Task requirements:
An exact copy of every entry is required, without the pictures.
*** Opening of Data records ***
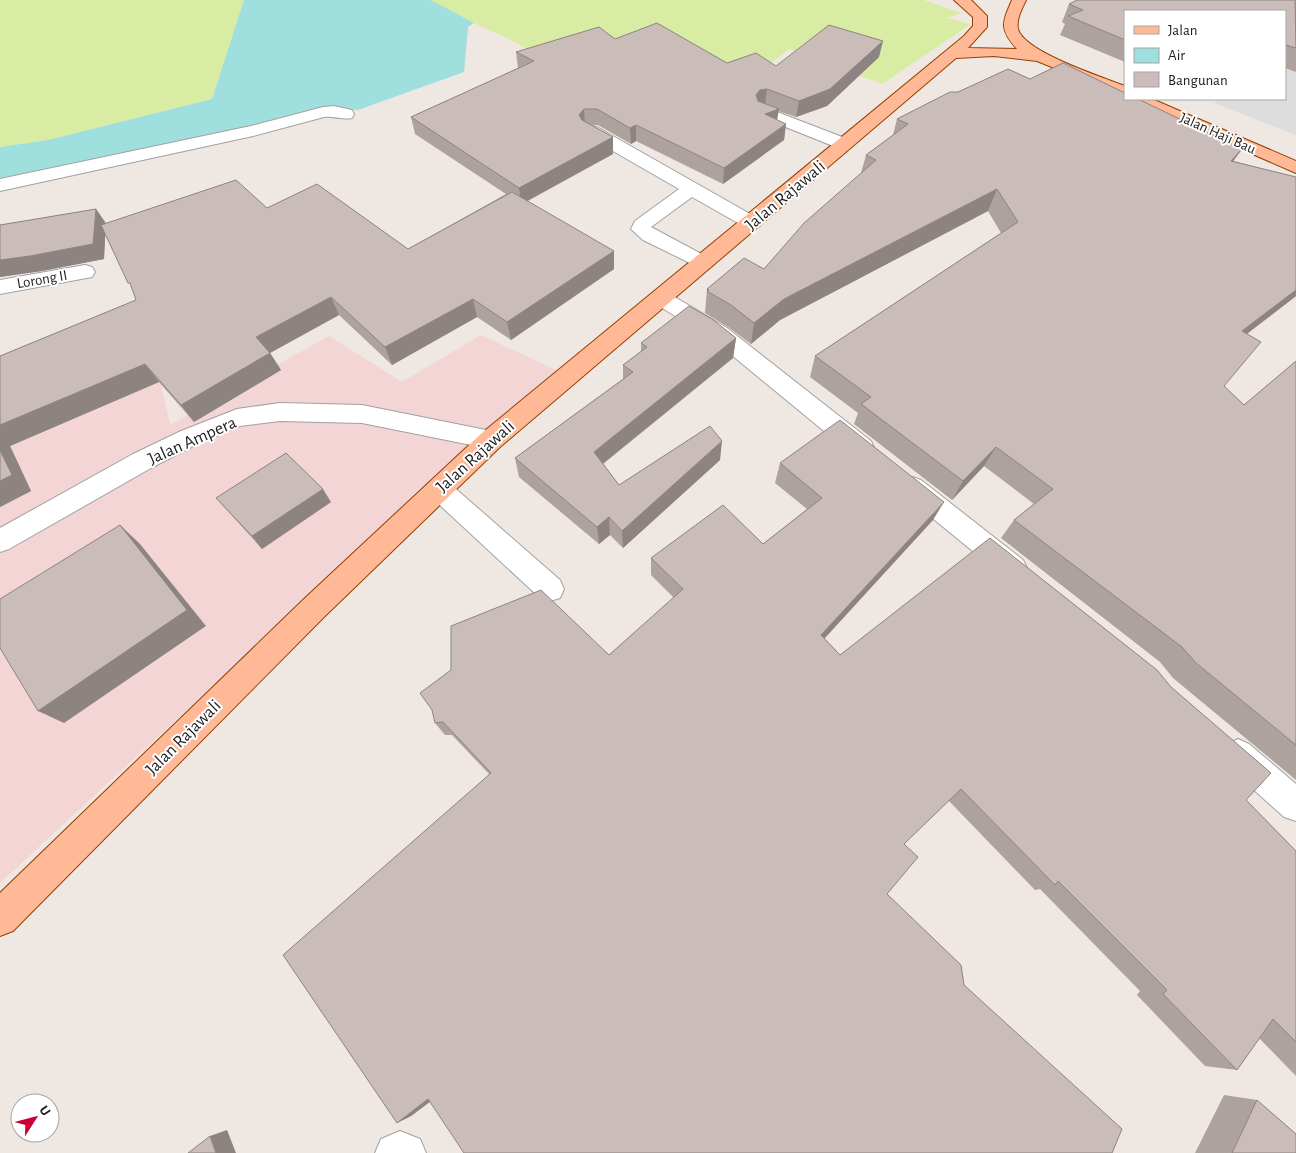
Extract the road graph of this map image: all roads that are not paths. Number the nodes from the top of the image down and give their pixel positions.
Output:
1 (961, 0) edge
2 (1019, 0) edge
3 (990, 4) edge
4 (1010, 21) junction
5 (950, 54) junction
6 (1042, 58) junction
7 (1124, 92) edge
8 (1141, 100) edge
9 (764, 112) edge
10 (346, 114) dead end
11 (591, 131) edge
12 (844, 144) junction
13 (1296, 168) edge
14 (0, 185) edge
15 (692, 188) junction
16 (752, 223) junction
17 (702, 263) junction
18 (85, 272) dead end
19 (0, 287) edge
20 (661, 298) junction
21 (491, 440) junction
22 (438, 489) junction
23 (0, 541) edge
24 (1034, 584) edge
25 (550, 589) dead end
26 (1216, 737) edge
27 (1296, 805) edge
28 (0, 918) edge
29 (395, 1153) edge
30 (406, 1153) edge

1 - 5 main road, Jalan Rajawali
2 - 4 main road
3 - 4 main road
4 - 6 main road
5 - 6 main road
5 - 12 main road, Jalan Rajawali
6 - 7 main road
8 - 13 main road, Jalan Haji Bau
9 - 12 street
10 - 14 street
11 - 15 street
12 - 16 main road, Jalan Rajawali
15 - 16 street
15 - 17 street
16 - 17 main road, Jalan Rajawali
17 - 20 main road, Jalan Rajawali
18 - 19 street, Lorong II
20 - 21 main road, Jalan Rajawali
20 - 24 street
21 - 22 main road, Jalan Rajawali
21 - 23 street, Jalan Ampera
22 - 25 street
22 - 28 main road, Jalan Rajawali
26 - 27 street
29 - 30 street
*** Close of Data records ***
Exercise output:
Extract the road graph of this map image: all roads that are not paths. Number the nodes from the top of the image down and give their pixel positions.
Output:
1 (961, 0) edge
2 (1019, 0) edge
3 (990, 4) edge
4 (1010, 21) junction
5 (950, 54) junction
6 (1042, 58) junction
7 (1124, 92) edge
8 (1141, 100) edge
9 (764, 112) edge
10 (346, 114) dead end
11 (591, 131) edge
12 (844, 144) junction
13 (1296, 168) edge
14 (0, 185) edge
15 (692, 188) junction
16 (752, 223) junction
17 (702, 263) junction
18 (85, 272) dead end
19 (0, 287) edge
20 (661, 298) junction
21 (491, 440) junction
22 (438, 489) junction
23 (0, 541) edge
24 (1034, 584) edge
25 (550, 589) dead end
26 (1216, 737) edge
27 (1296, 805) edge
28 (0, 918) edge
29 (395, 1153) edge
30 (406, 1153) edge

1 - 5 main road, Jalan Rajawali
2 - 4 main road
3 - 4 main road
4 - 6 main road
5 - 6 main road
5 - 12 main road, Jalan Rajawali
6 - 7 main road
8 - 13 main road, Jalan Haji Bau
9 - 12 street
10 - 14 street
11 - 15 street
12 - 16 main road, Jalan Rajawali
15 - 16 street
15 - 17 street
16 - 17 main road, Jalan Rajawali
17 - 20 main road, Jalan Rajawali
18 - 19 street, Lorong II
20 - 21 main road, Jalan Rajawali
20 - 24 street
21 - 22 main road, Jalan Rajawali
21 - 23 street, Jalan Ampera
22 - 25 street
22 - 28 main road, Jalan Rajawali
26 - 27 street
29 - 30 street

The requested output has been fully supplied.